*** Block opens ***

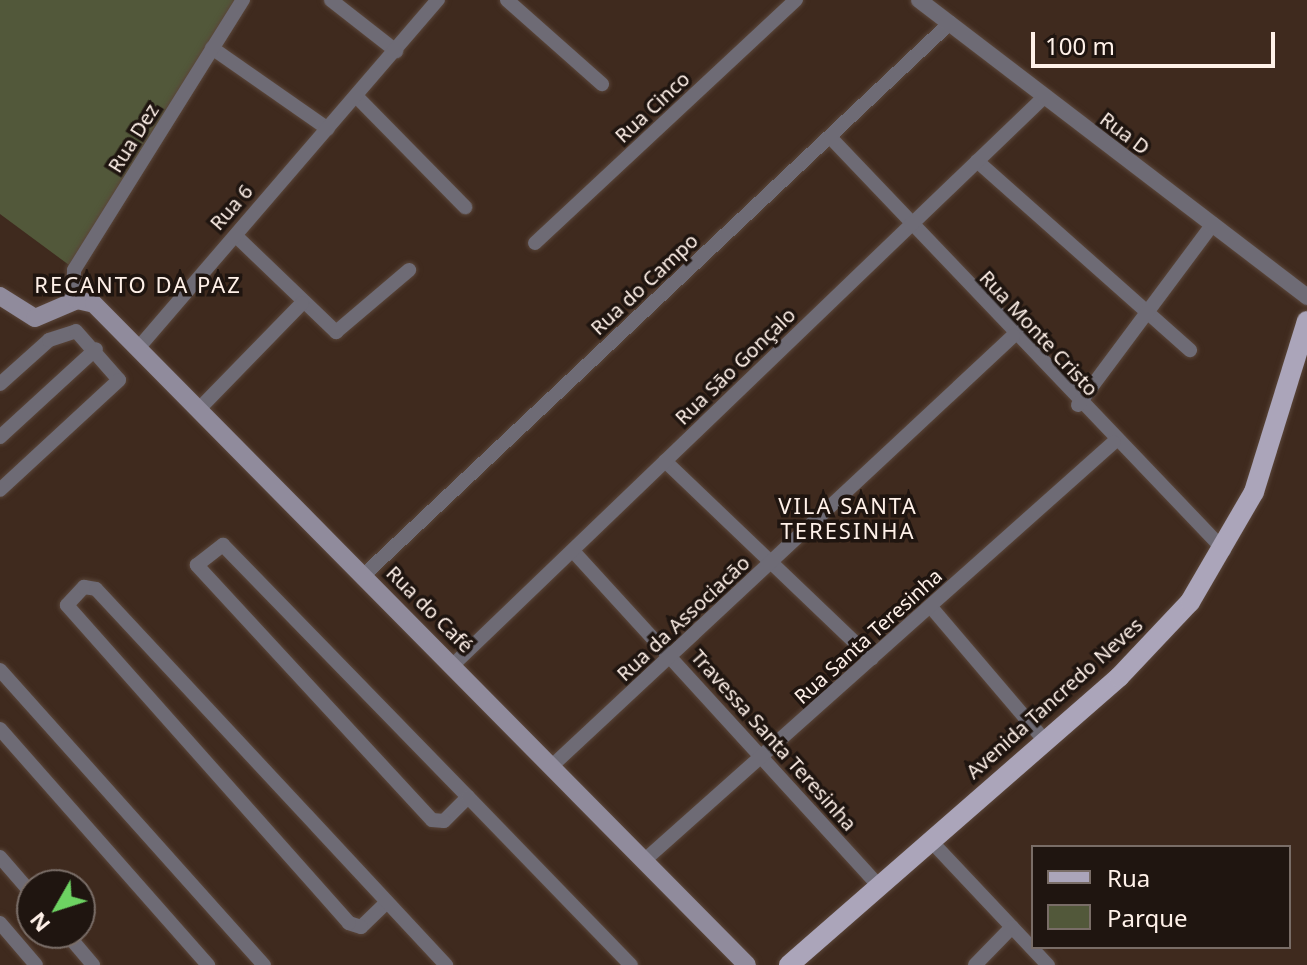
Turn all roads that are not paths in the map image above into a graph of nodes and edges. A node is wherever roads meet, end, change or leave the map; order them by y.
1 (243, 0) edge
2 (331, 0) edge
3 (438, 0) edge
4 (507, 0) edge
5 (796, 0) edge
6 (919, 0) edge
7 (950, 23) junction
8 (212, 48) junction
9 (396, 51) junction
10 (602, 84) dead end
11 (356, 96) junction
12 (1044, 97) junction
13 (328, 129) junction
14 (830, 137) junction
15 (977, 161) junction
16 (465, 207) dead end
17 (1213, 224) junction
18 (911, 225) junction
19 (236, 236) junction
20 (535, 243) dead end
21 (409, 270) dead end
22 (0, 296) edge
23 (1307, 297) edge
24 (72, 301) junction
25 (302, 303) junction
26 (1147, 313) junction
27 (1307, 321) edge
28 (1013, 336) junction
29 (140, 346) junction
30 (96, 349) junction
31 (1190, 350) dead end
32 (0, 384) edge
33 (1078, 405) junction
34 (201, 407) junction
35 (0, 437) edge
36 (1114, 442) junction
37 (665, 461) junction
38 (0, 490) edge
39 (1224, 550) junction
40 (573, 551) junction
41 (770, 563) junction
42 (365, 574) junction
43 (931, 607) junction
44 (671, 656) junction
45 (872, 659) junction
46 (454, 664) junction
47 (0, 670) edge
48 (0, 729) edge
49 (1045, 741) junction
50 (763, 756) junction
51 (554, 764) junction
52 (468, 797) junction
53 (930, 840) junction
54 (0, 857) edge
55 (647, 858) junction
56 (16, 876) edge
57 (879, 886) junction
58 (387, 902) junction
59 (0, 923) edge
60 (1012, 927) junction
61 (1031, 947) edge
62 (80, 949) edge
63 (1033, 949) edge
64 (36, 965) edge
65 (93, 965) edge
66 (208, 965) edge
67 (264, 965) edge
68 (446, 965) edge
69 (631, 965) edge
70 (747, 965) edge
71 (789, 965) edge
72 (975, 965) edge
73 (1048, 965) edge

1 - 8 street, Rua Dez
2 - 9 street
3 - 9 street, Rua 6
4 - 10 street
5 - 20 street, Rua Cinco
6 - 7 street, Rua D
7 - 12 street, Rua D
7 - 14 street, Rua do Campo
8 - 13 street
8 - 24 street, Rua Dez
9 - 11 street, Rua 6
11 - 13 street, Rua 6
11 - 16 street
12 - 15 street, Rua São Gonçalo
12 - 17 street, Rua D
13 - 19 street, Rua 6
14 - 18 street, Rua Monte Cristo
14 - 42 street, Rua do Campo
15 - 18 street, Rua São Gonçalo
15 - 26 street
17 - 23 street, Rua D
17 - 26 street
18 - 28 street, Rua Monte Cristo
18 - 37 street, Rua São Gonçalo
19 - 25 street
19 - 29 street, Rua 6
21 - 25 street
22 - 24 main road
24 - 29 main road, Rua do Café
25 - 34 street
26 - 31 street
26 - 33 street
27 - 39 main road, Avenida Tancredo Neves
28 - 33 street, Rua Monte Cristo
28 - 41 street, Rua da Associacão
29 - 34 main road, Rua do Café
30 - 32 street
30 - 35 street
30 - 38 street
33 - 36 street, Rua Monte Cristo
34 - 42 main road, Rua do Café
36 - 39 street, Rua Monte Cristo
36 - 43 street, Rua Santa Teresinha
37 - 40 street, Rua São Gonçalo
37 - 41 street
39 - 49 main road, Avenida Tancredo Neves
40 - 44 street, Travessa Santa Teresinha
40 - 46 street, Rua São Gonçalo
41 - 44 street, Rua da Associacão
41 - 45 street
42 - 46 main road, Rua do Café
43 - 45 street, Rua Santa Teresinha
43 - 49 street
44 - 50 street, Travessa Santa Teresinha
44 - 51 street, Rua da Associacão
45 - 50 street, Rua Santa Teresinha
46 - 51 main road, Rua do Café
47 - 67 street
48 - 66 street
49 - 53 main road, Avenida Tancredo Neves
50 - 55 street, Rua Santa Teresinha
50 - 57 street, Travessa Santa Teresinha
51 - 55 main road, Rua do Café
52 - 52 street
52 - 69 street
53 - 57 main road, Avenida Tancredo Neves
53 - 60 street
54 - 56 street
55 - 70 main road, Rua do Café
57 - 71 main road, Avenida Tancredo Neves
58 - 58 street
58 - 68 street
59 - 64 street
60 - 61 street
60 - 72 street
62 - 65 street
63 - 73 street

*** Block closes ***
*** Block opens ***

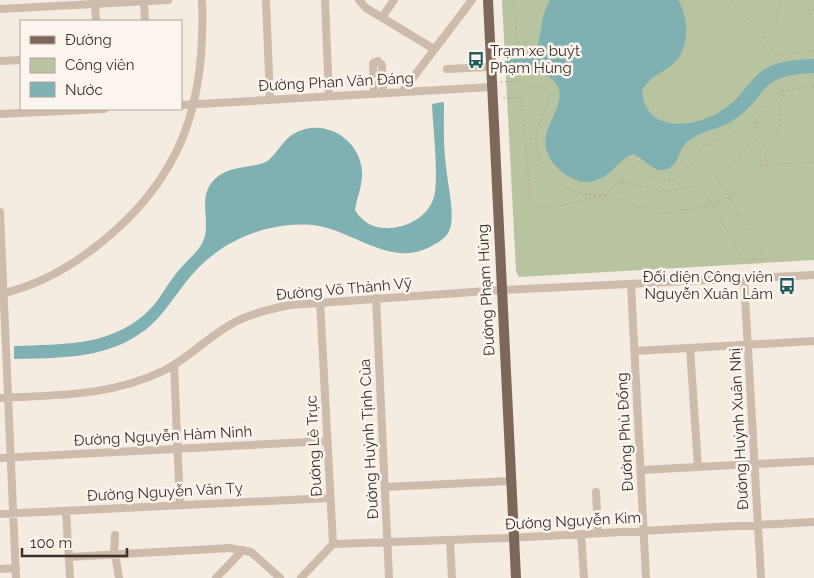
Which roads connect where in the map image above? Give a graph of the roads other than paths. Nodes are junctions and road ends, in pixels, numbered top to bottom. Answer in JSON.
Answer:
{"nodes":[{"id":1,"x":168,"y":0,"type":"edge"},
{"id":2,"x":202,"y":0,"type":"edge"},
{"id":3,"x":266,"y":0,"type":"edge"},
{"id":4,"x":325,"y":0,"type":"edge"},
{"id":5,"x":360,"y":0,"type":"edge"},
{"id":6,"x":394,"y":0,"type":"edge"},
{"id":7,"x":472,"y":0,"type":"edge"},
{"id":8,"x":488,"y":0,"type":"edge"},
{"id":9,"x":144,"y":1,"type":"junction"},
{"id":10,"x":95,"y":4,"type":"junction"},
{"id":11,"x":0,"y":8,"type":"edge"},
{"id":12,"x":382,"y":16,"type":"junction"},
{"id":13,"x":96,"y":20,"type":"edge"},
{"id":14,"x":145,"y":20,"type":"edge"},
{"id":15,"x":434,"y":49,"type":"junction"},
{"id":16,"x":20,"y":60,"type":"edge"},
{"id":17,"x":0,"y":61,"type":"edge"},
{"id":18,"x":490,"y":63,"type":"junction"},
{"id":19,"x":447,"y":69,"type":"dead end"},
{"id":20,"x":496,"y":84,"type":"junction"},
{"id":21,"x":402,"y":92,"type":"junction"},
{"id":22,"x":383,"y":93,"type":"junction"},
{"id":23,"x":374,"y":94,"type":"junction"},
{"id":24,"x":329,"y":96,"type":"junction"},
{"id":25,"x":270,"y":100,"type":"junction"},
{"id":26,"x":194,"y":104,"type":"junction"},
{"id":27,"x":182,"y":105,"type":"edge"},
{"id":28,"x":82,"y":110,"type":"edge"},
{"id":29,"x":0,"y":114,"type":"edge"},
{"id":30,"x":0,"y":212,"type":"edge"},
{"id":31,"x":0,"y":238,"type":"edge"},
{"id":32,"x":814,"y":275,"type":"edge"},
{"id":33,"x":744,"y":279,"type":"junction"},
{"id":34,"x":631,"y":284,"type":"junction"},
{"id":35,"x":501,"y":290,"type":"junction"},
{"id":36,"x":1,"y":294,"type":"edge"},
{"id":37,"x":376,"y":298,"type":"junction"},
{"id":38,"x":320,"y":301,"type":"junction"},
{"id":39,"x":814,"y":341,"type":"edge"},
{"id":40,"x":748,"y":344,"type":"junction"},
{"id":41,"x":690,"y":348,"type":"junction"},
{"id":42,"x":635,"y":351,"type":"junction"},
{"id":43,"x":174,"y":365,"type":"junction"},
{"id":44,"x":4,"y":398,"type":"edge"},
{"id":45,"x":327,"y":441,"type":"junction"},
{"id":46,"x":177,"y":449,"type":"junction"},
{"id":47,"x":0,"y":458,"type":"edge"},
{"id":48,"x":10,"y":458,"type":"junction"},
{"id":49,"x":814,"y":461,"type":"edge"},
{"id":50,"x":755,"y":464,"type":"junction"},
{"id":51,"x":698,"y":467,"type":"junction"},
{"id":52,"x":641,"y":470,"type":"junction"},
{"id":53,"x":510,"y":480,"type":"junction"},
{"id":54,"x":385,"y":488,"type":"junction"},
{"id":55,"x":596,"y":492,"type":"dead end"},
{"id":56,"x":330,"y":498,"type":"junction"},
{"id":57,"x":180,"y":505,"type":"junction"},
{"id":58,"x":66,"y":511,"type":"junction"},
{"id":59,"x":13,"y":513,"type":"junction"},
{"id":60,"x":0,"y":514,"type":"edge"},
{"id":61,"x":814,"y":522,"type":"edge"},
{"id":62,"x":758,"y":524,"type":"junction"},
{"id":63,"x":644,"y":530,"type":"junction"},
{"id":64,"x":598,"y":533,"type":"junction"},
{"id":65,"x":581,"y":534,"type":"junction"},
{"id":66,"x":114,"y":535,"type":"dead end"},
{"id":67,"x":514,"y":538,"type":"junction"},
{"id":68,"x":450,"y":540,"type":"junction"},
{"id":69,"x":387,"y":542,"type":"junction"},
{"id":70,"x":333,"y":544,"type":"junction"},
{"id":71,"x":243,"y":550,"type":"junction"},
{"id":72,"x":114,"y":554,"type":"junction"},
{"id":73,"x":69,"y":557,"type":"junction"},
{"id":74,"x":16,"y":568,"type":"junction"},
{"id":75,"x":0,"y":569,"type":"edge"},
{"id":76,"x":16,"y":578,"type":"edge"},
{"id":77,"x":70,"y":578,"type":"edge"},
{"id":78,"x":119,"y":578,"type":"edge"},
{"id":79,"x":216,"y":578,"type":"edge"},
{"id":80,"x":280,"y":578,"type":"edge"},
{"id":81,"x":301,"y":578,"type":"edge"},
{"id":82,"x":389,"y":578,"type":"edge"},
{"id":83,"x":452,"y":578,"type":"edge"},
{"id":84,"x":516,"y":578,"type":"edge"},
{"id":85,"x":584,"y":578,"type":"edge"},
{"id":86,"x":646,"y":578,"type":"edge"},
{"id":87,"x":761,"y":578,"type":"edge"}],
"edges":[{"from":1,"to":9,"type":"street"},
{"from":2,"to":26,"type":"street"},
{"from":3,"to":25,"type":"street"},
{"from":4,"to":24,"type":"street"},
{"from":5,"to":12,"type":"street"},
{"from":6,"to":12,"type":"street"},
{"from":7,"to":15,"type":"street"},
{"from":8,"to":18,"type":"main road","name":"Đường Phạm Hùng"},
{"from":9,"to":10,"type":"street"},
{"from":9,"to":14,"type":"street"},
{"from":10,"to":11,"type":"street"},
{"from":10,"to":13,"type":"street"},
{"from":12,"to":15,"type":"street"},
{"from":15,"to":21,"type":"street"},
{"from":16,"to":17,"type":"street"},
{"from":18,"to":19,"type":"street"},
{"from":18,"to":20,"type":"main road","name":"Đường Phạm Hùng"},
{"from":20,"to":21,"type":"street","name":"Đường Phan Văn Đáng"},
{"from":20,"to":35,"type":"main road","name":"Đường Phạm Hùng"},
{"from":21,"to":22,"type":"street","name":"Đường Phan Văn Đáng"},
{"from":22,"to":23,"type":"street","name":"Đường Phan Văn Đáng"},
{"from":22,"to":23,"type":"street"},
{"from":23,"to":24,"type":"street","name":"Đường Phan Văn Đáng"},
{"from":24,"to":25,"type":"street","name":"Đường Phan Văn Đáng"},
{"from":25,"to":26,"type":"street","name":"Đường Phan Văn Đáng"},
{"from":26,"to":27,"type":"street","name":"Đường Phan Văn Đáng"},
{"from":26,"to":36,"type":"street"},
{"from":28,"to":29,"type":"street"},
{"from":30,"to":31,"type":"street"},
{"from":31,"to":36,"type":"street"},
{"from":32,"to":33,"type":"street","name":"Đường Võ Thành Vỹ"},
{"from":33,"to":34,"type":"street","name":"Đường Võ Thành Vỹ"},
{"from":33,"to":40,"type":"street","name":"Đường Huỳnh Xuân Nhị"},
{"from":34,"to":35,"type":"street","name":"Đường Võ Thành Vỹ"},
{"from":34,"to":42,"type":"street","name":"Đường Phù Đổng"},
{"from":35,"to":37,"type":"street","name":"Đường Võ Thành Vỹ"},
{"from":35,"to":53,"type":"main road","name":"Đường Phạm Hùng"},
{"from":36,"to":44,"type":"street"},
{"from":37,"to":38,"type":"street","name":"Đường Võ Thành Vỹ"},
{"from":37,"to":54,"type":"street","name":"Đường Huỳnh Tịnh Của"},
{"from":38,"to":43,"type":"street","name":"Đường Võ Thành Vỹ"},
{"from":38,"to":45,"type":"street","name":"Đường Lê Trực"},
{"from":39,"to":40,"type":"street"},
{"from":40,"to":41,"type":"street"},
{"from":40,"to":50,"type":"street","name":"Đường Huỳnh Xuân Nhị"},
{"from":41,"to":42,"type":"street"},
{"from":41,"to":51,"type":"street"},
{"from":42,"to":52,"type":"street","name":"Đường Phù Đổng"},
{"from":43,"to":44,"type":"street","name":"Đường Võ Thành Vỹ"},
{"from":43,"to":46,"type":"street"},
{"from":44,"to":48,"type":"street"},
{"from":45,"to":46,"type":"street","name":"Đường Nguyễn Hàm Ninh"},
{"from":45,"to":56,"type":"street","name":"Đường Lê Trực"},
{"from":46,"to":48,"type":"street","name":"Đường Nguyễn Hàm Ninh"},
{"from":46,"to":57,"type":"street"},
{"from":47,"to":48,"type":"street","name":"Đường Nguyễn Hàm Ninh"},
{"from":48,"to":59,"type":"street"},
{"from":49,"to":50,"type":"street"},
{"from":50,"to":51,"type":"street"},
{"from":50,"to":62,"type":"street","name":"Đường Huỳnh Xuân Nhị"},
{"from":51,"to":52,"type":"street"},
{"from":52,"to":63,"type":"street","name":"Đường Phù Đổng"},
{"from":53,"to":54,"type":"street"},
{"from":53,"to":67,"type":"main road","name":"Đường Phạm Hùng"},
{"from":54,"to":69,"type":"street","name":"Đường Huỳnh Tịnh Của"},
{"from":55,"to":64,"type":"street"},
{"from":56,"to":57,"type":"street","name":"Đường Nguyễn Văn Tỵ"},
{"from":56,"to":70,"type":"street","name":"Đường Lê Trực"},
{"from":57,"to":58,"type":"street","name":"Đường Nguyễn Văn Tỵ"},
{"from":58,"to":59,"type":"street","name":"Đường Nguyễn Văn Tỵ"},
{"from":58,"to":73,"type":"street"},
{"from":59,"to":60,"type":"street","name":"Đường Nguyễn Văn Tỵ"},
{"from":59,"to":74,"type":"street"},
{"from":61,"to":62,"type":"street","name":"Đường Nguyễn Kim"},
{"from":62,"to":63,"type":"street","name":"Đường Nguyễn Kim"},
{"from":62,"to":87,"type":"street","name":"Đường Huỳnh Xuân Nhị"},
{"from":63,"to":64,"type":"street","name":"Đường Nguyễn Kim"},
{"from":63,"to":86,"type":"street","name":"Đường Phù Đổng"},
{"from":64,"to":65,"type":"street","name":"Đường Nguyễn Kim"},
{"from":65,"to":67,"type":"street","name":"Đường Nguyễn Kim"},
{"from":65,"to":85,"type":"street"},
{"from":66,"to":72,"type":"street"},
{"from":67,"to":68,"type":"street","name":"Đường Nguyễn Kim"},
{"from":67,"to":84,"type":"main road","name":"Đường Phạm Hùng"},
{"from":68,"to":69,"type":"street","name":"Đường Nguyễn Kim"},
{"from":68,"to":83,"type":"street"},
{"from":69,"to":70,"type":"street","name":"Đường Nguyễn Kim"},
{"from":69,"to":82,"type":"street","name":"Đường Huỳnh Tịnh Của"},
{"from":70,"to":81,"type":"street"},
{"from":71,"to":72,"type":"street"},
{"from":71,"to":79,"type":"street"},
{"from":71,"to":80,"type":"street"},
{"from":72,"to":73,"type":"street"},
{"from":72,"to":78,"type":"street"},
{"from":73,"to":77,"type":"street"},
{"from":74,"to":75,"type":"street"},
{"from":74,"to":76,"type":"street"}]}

*** Block closes ***

- [Task brief] Your answer must be a single number: the count of lines in the records above that contain "Travessa".

- [Your solution] 3